Mrs. Ballard from the next room observed her trance.
"She is waking up. Her eyes are opening, bless her heart," she thought. "Constant dropping does wear the stone."
Eliza would have paraphrased the proverb and declared that constant dropping saves the life.
From this day on she professed, and triumphantly acted upon, an appreciation for certain pictures; and Mrs. Ballard marvelled with pride at the catholicity of her taste; for such serpentine wisdom did Eliza display in passing, unseeing, many an inviting bench, that never, to their last pilgrimage to Mrs. Ballard's mecca, did the latter suspect the source of her companion's modest enthusiasm.

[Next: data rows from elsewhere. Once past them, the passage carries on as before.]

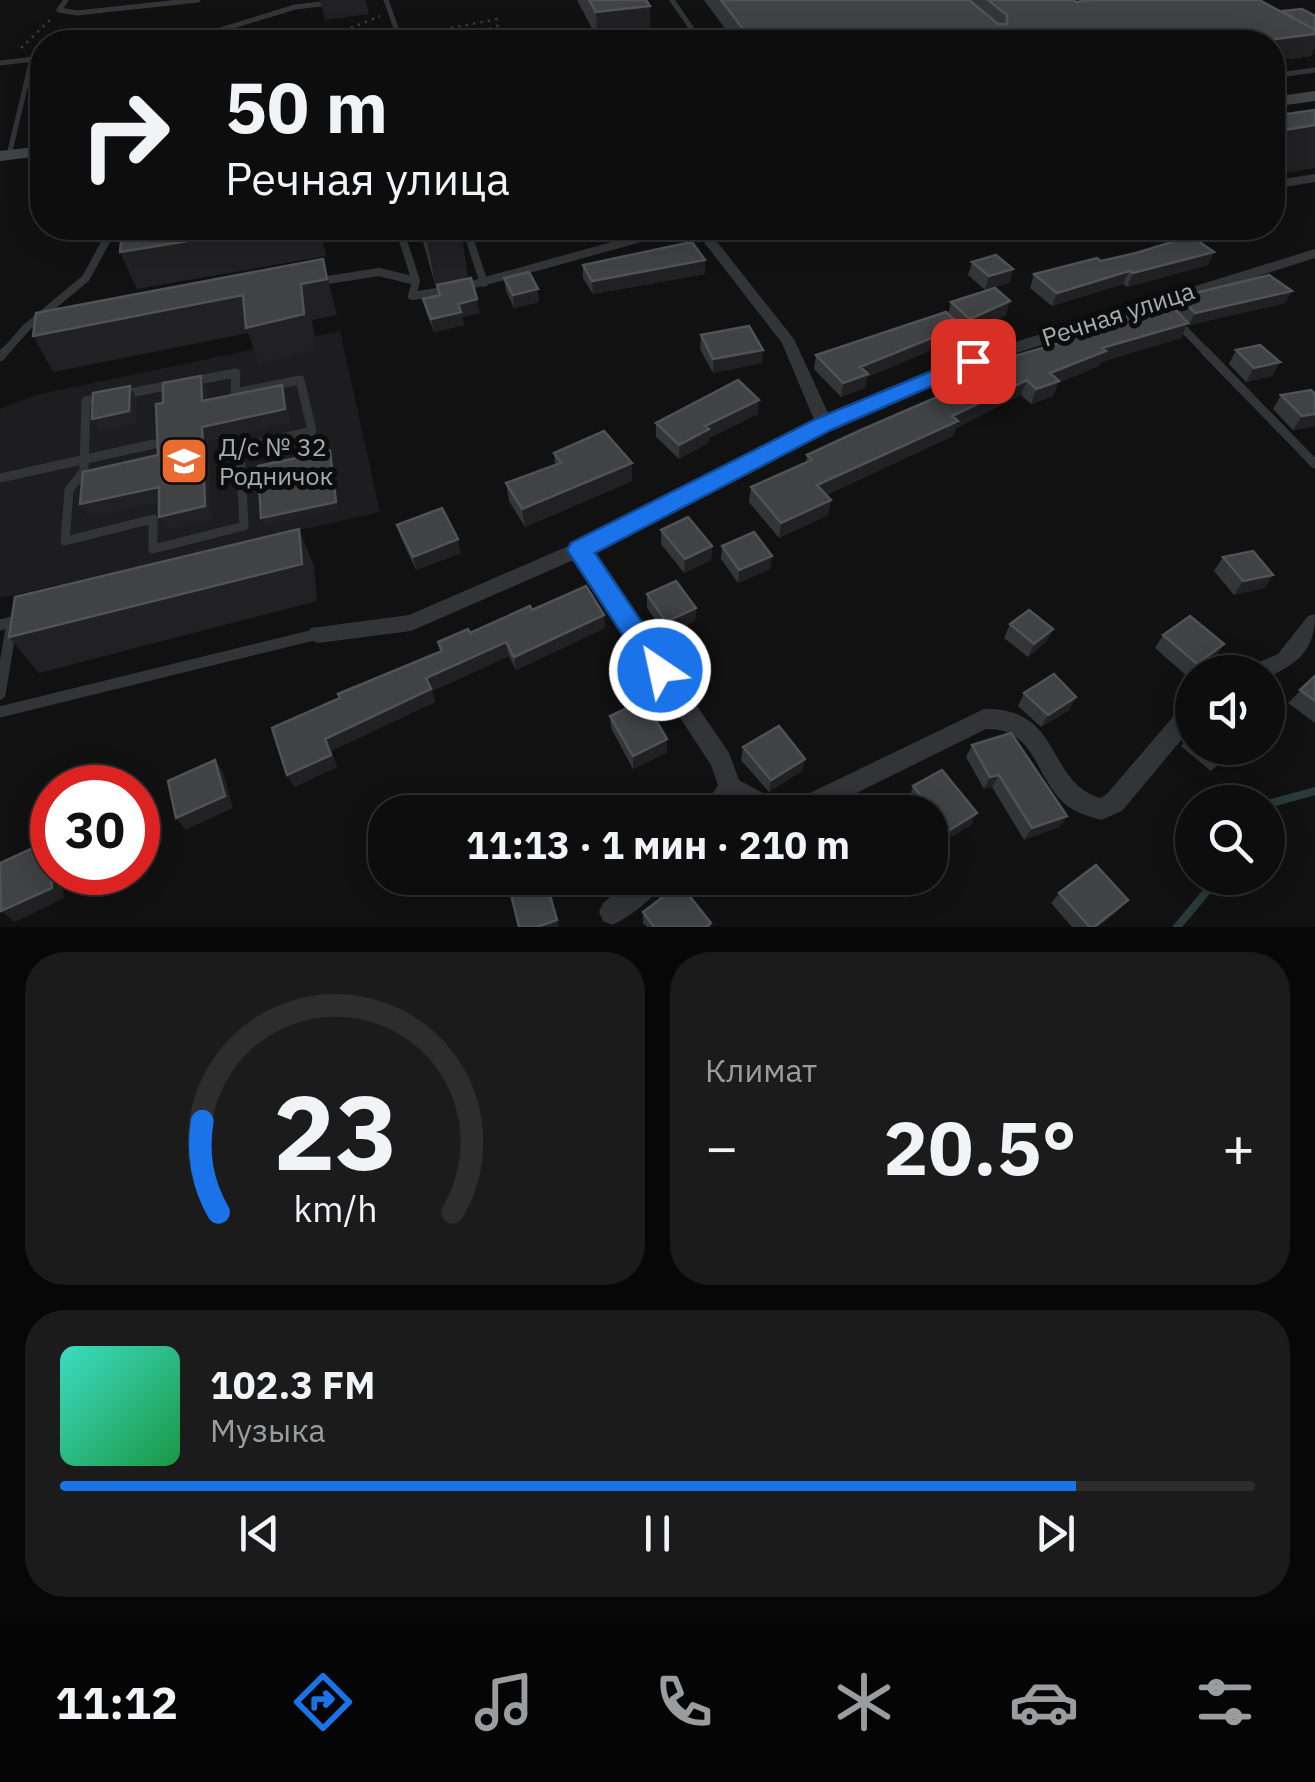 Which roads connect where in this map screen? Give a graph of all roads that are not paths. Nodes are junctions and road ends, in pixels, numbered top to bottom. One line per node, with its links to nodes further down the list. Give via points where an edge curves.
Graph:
1 (66, 0): 2 (lane, via 62,11 92,12)
2 (198, 0)
3 (356, 0): 6 (lane, via 294,7)
4 (386, 0): 7 (lane)
5 (672, 0): 8 (lane)
6 (223, 30)
7 (396, 30)
8 (693, 30)
9 (30, 59): 10 (lane)
10 (0, 63)
11 (30, 66): 19 (lane)
12 (1315, 70): 13 (lane)
13 (1285, 74)
14 (1315, 96): 15 (street)
15 (1285, 100)
16 (1285, 120): 17 (lane)
17 (1300, 130)
18 (30, 153): 19 (street)
19 (4, 156)
20 (1315, 178): 21 (lane)
21 (1285, 183)
22 (107, 240): 33 (lane, via 86,278)
23 (404, 240): 28 (lane)
24 (470, 240): 29 (lane)
25 (634, 240): 29 (lane)
26 (708, 240): 35 (street, via 789,342)
27 (1315, 253): 31 (street, Речная улица)
28 (416, 281): 29 (lane, via 412,296); 30 (lane, via 380,272)
29 (484, 282)
30 (303, 284)
31 (1156, 301): 35 (street, Речная улица, via 973,361); 38 (lane)
32 (44, 324): 33 (lane)
33 (27, 326): 34 (lane)
34 (0, 357)
35 (824, 424): 40 (street, Речная улица)
36 (154, 444): 37 (lane)
37 (84, 460): 37 (lane, via 69,490 65,541 153,519 153,549 244,526 240,448 312,431 300,380 235,393 236,373 86,401); 39 (lane)
38 (1315, 464)
39 (0, 478)
40 (580, 550): 43 (street, Речная улица, via 411,623); 48 (street, via 721,760)
41 (1315, 622): 44 (street)
42 (0, 625): 45 (lane, via 12,622)
43 (318, 634): 46 (lane)
44 (1285, 660)
45 (0, 694)
46 (0, 712)
47 (1175, 731): 51 (street, via 1114,803 1100,809 1071,798 1029,734 1010,720 984,719)
48 (730, 787): 49 (street); 50 (street)
49 (724, 795)
50 (744, 795)
51 (830, 795)
52 (632, 895): 53 (street)
53 (612, 912)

"Poor thing," thought Eliza during these periods of rest; "it's a sin and a shame that she hasn't got anybody worthy to come with her. If those relatives of hers were, any of 'em, fit to live, one of 'em would bring her here sometimes. The poor dear, as long as she hasn't a soul but an ignorant country body like me to sympathize with her, I've got to do my best; and really if I set a spell once in a while, I'll have more sprawl and can seem to enjoy it more. It's awful hard when you can't think of anything but your joints! I'm younger'n she is, and I'm ashamed o' gettin' so tuckered; but she's got some kind o' wings that seem to lift her along."
Mrs. Ballard, from the next room, caught Eliza's eye, smiled, and nodded, well pleased. So the era of peace ensued; and when Miss Brewster caught sight from a street car of the Metropolitan Museum of Art, she was able to regard it without a frown.